These three treatments are:
- Where a line segment occurs, one side is treated as outside and the other as inside. This is shown in the left hand illustration and commonly occurs in computer vector graphics rendering.
- The number of times that the polygonal curve winds around a given region determines its density. The exterior is given a density of 0, and any region of density > 0 is treated as internal. This is shown in the central illustration and commonly occurs in the mathematical treatment of polyhedra. (However, for non-orientable polyhedra, density can only be considered modulo 2 and hence, in those cases, for consistency, the first treatment is sometimes used instead.)
- Wherever a line segment may be drawn between two sides, the region in which the line segment lies is treated as inside the figure. This is shown in the right hand illustration and commonly occurs when making a physical model.

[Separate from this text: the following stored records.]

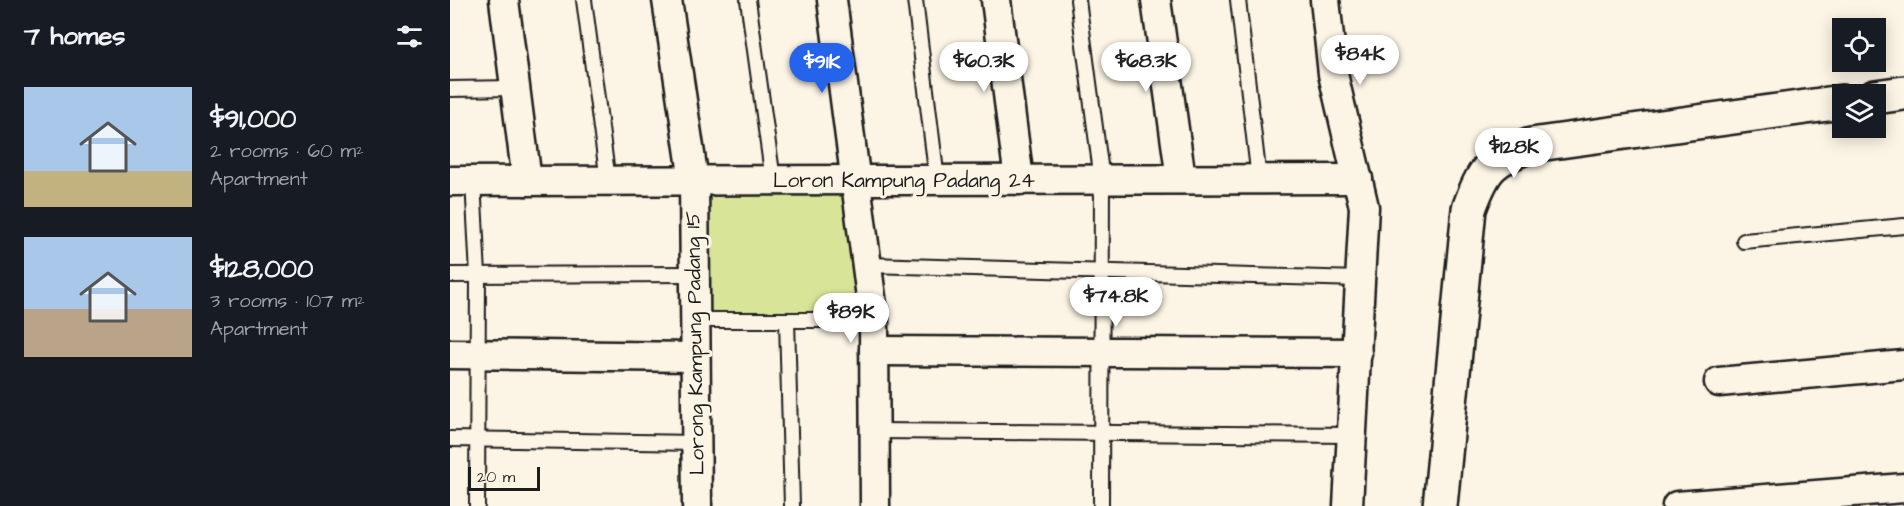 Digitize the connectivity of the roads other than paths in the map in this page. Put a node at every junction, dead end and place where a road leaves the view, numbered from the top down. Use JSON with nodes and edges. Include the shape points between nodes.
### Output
{"nodes":[{"id":1,"x":504,"y":0,"type":"edge"},
{"id":2,"x":584,"y":0,"type":"edge"},
{"id":3,"x":667,"y":0,"type":"edge"},
{"id":4,"x":748,"y":0,"type":"edge"},
{"id":5,"x":832,"y":0,"type":"edge"},
{"id":6,"x":915,"y":0,"type":"edge"},
{"id":7,"x":996,"y":0,"type":"edge"},
{"id":8,"x":1078,"y":0,"type":"edge"},
{"id":9,"x":1156,"y":0,"type":"edge"},
{"id":10,"x":1238,"y":0,"type":"edge"},
{"id":11,"x":1325,"y":0,"type":"edge"},
{"id":12,"x":450,"y":88,"type":"edge"},
{"id":13,"x":515,"y":88,"type":"junction"},
{"id":14,"x":1904,"y":93,"type":"edge"},
{"id":15,"x":1886,"y":95,"type":"edge"},
{"id":16,"x":1832,"y":103,"type":"edge"},
{"id":17,"x":1181,"y":179,"type":"junction"},
{"id":18,"x":1259,"y":179,"type":"junction"},
{"id":19,"x":1358,"y":179,"type":"junction"},
{"id":20,"x":773,"y":180,"type":"junction"},
{"id":21,"x":858,"y":180,"type":"junction"},
{"id":22,"x":937,"y":180,"type":"junction"},
{"id":23,"x":1018,"y":180,"type":"junction"},
{"id":24,"x":1102,"y":180,"type":"junction"},
{"id":25,"x":461,"y":181,"type":"edge"},
{"id":26,"x":527,"y":181,"type":"junction"},
{"id":27,"x":608,"y":181,"type":"junction"},
{"id":28,"x":693,"y":181,"type":"junction"},
{"id":29,"x":1904,"y":226,"type":"edge"},
{"id":30,"x":1744,"y":241,"type":"dead end"},
{"id":31,"x":868,"y":265,"type":"junction"},
{"id":32,"x":1102,"y":272,"type":"junction"},
{"id":33,"x":478,"y":274,"type":"junction"},
{"id":34,"x":694,"y":274,"type":"junction"},
{"id":35,"x":450,"y":275,"type":"edge"},
{"id":36,"x":1360,"y":279,"type":"junction"},
{"id":37,"x":695,"y":320,"type":"junction"},
{"id":38,"x":787,"y":320,"type":"junction"},
{"id":39,"x":874,"y":320,"type":"junction"},
{"id":40,"x":874,"y":351,"type":"junction"},
{"id":41,"x":1102,"y":351,"type":"junction"},
{"id":42,"x":478,"y":353,"type":"junction"},
{"id":43,"x":1357,"y":353,"type":"junction"},
{"id":44,"x":450,"y":354,"type":"edge"},
{"id":45,"x":695,"y":357,"type":"junction"},
{"id":46,"x":1904,"y":365,"type":"edge"},
{"id":47,"x":1719,"y":382,"type":"dead end"},
{"id":48,"x":874,"y":431,"type":"junction"},
{"id":49,"x":1101,"y":432,"type":"junction"},
{"id":50,"x":1353,"y":435,"type":"junction"},
{"id":51,"x":450,"y":439,"type":"edge"},
{"id":52,"x":478,"y":439,"type":"junction"},
{"id":53,"x":696,"y":442,"type":"junction"},
{"id":54,"x":1904,"y":488,"type":"edge"},
{"id":55,"x":1713,"y":505,"type":"edge"},
{"id":56,"x":477,"y":506,"type":"edge"},
{"id":57,"x":697,"y":506,"type":"edge"},
{"id":58,"x":792,"y":506,"type":"edge"},
{"id":59,"x":874,"y":506,"type":"edge"},
{"id":60,"x":1101,"y":506,"type":"edge"},
{"id":61,"x":1348,"y":506,"type":"edge"},
{"id":62,"x":1440,"y":506,"type":"edge"},
{"id":63,"x":1677,"y":506,"type":"edge"}],
"edges":[{"from":1,"to":13,"type":"street"},
{"from":2,"to":27,"type":"lane"},
{"from":3,"to":28,"type":"street","name":"Lorong Kampung Padang 15"},
{"from":4,"to":20,"type":"lane"},
{"from":5,"to":21,"type":"street"},
{"from":6,"to":22,"type":"lane"},
{"from":7,"to":23,"type":"street"},
{"from":8,"to":24,"type":"lane"},
{"from":9,"to":17,"type":"street"},
{"from":10,"to":18,"type":"lane"},
{"from":11,"to":19,"type":"street","via":[[1333,74]]},
{"from":12,"to":13,"type":"lane"},
{"from":13,"to":26,"type":"street"},
{"from":14,"to":15,"type":"street"},
{"from":16,"to":62,"type":"street","via":[[1531,145],[1500,156],[1479,181],[1469,209]]},
{"from":17,"to":18,"type":"street","name":"Loron Kampung Padang 24"},
{"from":17,"to":24,"type":"street","name":"Loron Kampung Padang 24"},
{"from":18,"to":19,"type":"street","name":"Loron Kampung Padang 24"},
{"from":19,"to":36,"type":"street","via":[[1365,234]]},
{"from":20,"to":21,"type":"street","name":"Loron Kampung Padang 24"},
{"from":20,"to":28,"type":"street","name":"Loron Kampung Padang 24"},
{"from":21,"to":22,"type":"street","name":"Loron Kampung Padang 24"},
{"from":21,"to":31,"type":"street"},
{"from":22,"to":23,"type":"street","name":"Loron Kampung Padang 24"},
{"from":23,"to":24,"type":"street","name":"Loron Kampung Padang 24"},
{"from":24,"to":32,"type":"lane"},
{"from":25,"to":26,"type":"street","name":"Loron Kampung Padang 24"},
{"from":25,"to":33,"type":"lane"},
{"from":26,"to":27,"type":"street","name":"Loron Kampung Padang 24"},
{"from":27,"to":28,"type":"street","name":"Loron Kampung Padang 24"},
{"from":28,"to":34,"type":"street","name":"Lorong Kampung Padang 15"},
{"from":29,"to":30,"type":"lane"},
{"from":31,"to":32,"type":"lane"},
{"from":31,"to":39,"type":"street"},
{"from":32,"to":36,"type":"lane"},
{"from":32,"to":41,"type":"lane"},
{"from":33,"to":34,"type":"lane"},
{"from":33,"to":35,"type":"lane"},
{"from":33,"to":42,"type":"lane"},
{"from":34,"to":37,"type":"street","name":"Lorong Kampung Padang 15"},
{"from":36,"to":43,"type":"street"},
{"from":37,"to":38,"type":"lane"},
{"from":37,"to":45,"type":"street","name":"Lorong Kampung Padang 15"},
{"from":38,"to":39,"type":"lane"},
{"from":38,"to":58,"type":"lane"},
{"from":39,"to":40,"type":"street"},
{"from":40,"to":41,"type":"street"},
{"from":40,"to":48,"type":"street"},
{"from":41,"to":43,"type":"street"},
{"from":41,"to":49,"type":"lane"},
{"from":42,"to":44,"type":"street"},
{"from":42,"to":45,"type":"street"},
{"from":42,"to":52,"type":"lane"},
{"from":43,"to":50,"type":"street"},
{"from":45,"to":53,"type":"street","name":"Lorong Kampung Padang 15"},
{"from":46,"to":47,"type":"street"},
{"from":48,"to":49,"type":"lane"},
{"from":48,"to":59,"type":"street"},
{"from":49,"to":50,"type":"lane"},
{"from":49,"to":60,"type":"lane"},
{"from":50,"to":61,"type":"street"},
{"from":51,"to":52,"type":"lane"},
{"from":52,"to":53,"type":"lane"},
{"from":52,"to":56,"type":"lane"},
{"from":53,"to":57,"type":"street","name":"Lorong Kampung Padang 15"},
{"from":54,"to":55,"type":"street"},
{"from":55,"to":63,"type":"street"}]}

When the area of the polygon is calculated, each of these approaches yields a different result.

==In art and culture==

Star polygons feature prominently in art and culture. Such polygons may or may not be regular, but they are always highly symmetrical. Examples include:
- The {5/2} star pentagon (pentagram) is also known as a pentalpha or pentangle, and historically has been considered by many magical and religious cults to have occult significance.
- The {7/2} and {7/3} star polygons (heptagrams) also have occult significance, particularly in the Kabbalah and in Wicca.
- The {8/3} star polygon (octagram) is a frequent geometrical motif in Mughal Islamic art and architecture; the first is on the emblem of Azerbaijan.
- An eleven pointed star called the hendecagram was used on the tomb of Shah Nematollah Vali.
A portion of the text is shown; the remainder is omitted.